Occasionally wonky but overall a good case for how the dismal science can make the world less—well, dismal.

“Quality of life means more than just consumption”: Two MIT economists urge that a smarter, more politically aware economics be brought to bear on social issues.

It’s no secret, write Banerjee and Duflo (co-authors: Poor Economics: A Radical Rethinking of the Way To Fight Global Poverty, 2011), that “we seem to have fallen on hard times.” Immigration, trade, inequality, and taxation problems present themselves daily, and they seem to be intractable. Economics can be put to use in figuring out these big-issue questions. Data can be adduced, for example, to answer the question of whether immigration tends to suppress wages. The answer: “There is no evidence low-skilled migration to rich countries drives wage and employment down for the natives.” In fact, it opens up opportunities for those natives by freeing them to look for better work. The problem becomes thornier when it comes to the matter of free trade; as the authors observe, “left-behind people live in left-behind places,” which explains why regional poverty descended on Appalachia when so many manufacturing jobs left for China in the age of globalism, leaving behind not just left-behind people but also people ripe for exploitation by nationalist politicians.

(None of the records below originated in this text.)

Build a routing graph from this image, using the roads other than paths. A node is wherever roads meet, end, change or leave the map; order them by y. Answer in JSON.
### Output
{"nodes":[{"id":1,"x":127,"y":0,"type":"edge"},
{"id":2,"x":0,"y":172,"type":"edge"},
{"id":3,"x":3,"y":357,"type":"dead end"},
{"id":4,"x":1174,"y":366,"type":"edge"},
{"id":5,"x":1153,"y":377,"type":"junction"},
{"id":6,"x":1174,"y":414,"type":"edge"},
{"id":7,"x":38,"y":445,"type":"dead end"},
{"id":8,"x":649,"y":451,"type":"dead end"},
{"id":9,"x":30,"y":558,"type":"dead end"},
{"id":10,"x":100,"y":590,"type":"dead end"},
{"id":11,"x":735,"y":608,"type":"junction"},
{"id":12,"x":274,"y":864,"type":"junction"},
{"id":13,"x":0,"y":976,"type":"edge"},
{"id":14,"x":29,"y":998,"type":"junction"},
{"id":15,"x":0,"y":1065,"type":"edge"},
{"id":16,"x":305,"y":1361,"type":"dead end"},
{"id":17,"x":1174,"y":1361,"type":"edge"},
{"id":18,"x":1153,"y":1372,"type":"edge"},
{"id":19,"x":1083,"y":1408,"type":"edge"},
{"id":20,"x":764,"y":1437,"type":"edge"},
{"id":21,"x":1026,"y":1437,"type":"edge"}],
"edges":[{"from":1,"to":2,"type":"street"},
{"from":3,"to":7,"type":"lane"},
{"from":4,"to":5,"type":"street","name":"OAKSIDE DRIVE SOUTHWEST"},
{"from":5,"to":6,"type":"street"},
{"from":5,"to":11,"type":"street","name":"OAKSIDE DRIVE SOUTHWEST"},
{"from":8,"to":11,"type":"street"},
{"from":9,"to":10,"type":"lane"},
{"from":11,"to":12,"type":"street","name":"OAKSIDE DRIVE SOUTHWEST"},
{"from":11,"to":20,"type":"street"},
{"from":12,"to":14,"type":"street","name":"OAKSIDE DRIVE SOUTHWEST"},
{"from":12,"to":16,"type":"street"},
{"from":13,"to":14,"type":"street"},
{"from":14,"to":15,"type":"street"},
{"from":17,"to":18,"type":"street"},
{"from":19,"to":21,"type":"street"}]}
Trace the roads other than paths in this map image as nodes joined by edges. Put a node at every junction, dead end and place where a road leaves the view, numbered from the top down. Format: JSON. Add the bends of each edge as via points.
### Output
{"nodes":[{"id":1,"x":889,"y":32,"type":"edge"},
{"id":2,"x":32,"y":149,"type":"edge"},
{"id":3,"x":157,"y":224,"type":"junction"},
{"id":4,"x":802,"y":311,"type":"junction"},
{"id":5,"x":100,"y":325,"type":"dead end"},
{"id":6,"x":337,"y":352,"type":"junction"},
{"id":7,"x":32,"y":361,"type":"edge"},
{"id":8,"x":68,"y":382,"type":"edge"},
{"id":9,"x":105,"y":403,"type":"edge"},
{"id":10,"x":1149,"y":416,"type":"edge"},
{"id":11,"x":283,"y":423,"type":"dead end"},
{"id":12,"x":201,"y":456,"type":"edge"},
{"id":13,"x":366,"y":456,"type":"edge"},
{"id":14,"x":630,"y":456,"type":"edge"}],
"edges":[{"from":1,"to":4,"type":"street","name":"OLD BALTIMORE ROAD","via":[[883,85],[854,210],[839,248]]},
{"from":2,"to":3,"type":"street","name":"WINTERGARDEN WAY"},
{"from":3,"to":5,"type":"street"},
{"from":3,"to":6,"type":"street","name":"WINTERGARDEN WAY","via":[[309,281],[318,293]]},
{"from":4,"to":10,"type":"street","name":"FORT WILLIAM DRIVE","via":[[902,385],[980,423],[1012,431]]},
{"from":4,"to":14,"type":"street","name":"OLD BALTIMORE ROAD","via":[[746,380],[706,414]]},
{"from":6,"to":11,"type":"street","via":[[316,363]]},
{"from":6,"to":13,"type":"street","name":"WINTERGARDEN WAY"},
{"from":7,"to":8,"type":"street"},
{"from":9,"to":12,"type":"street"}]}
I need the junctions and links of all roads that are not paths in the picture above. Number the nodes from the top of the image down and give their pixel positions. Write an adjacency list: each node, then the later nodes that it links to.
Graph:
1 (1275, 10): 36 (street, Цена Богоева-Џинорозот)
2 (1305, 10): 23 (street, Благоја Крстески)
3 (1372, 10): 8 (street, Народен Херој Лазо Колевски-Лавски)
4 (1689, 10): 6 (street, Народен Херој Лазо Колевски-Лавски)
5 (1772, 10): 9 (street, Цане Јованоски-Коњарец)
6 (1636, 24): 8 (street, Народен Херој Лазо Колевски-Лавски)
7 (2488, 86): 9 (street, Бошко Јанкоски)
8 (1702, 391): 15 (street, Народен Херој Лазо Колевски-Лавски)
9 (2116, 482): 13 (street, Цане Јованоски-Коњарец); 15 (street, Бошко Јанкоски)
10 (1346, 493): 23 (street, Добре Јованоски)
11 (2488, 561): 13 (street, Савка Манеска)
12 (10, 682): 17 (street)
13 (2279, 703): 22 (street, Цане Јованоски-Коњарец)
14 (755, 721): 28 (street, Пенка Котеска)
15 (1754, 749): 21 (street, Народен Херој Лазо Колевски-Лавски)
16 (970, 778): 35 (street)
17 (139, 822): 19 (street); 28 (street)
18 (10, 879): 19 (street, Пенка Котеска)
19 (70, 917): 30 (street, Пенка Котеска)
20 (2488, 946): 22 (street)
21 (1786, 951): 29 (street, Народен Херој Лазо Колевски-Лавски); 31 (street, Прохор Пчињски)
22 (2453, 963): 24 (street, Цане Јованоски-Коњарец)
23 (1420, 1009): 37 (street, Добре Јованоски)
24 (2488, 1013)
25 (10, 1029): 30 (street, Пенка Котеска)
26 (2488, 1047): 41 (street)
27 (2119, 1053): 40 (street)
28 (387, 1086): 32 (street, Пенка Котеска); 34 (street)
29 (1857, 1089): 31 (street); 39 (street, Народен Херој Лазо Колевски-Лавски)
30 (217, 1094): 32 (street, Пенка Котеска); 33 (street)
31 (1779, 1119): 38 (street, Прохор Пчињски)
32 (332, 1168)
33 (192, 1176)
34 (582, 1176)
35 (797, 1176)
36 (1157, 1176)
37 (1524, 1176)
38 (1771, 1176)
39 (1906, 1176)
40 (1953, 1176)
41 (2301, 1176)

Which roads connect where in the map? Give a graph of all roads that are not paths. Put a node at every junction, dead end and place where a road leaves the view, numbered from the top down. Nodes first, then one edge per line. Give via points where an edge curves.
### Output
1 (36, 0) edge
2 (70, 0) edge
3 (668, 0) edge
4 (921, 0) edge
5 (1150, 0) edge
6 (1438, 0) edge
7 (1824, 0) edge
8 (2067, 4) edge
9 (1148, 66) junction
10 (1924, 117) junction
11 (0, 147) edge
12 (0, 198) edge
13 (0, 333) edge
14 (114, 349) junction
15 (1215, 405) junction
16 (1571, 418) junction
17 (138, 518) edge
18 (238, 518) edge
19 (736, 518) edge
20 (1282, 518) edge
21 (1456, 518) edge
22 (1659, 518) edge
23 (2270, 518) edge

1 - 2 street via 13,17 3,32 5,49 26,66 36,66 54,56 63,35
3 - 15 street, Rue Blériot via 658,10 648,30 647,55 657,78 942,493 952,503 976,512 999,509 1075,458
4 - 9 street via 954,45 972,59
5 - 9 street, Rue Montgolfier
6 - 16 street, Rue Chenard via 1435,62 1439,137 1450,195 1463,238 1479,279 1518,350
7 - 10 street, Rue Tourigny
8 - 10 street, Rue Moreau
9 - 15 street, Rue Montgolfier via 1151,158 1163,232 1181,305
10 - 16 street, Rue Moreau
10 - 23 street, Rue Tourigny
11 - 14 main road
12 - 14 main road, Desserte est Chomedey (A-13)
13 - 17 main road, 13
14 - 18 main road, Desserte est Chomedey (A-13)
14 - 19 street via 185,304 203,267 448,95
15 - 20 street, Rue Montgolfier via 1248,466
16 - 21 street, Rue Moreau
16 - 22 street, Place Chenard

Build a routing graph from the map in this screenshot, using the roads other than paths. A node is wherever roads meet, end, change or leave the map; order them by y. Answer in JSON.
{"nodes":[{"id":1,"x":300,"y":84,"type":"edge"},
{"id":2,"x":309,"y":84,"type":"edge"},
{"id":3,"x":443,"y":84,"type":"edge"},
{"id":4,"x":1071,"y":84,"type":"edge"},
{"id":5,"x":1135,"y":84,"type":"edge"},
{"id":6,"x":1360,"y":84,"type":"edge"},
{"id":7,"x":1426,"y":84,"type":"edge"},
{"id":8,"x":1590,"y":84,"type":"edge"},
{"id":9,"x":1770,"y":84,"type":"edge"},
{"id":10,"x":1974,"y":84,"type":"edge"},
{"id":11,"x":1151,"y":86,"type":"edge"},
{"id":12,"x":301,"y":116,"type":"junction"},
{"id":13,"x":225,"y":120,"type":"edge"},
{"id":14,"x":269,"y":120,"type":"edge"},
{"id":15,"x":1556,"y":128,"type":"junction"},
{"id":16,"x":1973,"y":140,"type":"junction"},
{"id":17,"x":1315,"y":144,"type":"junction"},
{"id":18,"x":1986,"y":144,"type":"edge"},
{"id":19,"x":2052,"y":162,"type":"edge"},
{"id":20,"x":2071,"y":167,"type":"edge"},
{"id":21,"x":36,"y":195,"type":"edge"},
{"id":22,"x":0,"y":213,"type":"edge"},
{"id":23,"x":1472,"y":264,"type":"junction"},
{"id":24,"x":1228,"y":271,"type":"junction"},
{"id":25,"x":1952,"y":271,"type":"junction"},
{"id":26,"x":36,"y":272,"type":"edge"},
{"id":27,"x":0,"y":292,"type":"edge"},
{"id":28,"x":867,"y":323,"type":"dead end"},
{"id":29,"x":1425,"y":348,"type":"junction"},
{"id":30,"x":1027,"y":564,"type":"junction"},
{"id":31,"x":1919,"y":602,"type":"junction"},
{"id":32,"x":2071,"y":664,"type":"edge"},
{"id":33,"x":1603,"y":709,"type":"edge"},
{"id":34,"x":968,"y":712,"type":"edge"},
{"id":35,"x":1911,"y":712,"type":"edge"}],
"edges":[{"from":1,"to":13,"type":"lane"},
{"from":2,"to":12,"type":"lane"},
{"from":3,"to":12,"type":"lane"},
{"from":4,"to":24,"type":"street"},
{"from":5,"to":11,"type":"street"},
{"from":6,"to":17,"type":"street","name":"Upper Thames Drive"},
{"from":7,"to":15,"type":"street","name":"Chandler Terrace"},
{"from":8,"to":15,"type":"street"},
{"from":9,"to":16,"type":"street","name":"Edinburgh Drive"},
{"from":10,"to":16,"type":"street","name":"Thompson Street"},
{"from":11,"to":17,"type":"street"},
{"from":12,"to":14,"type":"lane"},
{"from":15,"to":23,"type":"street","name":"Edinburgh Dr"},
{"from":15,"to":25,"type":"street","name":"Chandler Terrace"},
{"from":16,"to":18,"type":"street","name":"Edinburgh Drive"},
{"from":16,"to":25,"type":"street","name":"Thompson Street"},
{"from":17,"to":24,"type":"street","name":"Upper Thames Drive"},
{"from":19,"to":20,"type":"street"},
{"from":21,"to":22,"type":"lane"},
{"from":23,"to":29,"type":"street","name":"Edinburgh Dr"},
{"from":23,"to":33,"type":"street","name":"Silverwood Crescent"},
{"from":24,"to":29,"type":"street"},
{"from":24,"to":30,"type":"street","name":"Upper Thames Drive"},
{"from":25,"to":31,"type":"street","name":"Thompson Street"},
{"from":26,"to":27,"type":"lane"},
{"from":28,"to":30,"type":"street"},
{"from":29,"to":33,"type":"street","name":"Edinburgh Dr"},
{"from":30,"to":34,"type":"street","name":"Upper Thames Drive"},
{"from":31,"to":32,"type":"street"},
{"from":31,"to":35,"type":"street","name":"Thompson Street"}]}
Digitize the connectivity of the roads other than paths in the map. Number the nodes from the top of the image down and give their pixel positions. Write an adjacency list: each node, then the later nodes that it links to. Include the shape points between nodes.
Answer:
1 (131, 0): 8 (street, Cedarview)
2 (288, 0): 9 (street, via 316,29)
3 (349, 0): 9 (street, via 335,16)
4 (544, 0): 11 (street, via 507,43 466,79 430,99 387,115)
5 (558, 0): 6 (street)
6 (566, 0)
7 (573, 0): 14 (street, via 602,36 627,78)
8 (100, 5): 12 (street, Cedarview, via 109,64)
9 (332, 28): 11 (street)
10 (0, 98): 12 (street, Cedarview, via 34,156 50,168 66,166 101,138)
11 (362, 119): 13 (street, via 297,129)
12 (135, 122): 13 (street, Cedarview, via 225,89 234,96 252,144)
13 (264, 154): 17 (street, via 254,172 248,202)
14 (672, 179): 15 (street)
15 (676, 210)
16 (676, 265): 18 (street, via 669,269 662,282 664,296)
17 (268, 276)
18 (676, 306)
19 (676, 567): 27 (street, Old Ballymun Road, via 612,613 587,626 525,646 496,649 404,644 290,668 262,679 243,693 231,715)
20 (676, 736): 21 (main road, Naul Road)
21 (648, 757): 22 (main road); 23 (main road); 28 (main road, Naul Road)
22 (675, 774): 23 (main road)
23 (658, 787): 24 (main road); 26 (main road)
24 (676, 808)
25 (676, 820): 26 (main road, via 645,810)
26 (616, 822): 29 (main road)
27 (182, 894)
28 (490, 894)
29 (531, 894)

The authors add, interestingly, that the same thing occurred in parts of Germany, Spain, and Norway that fell victim to the “China shock.” In what they call a “slightly technical aside,” they build a case for addressing trade issues not with trade wars but with consumption taxes: “It makes no sense to ask agricultural workers to lose their jobs just so steelworkers can keep theirs, which is what tariffs accomplish.” Policymakers might want to consider such counsel, especially when it is coupled with the observation that free trade benefits workers in poor countries but punishes workers in rich ones.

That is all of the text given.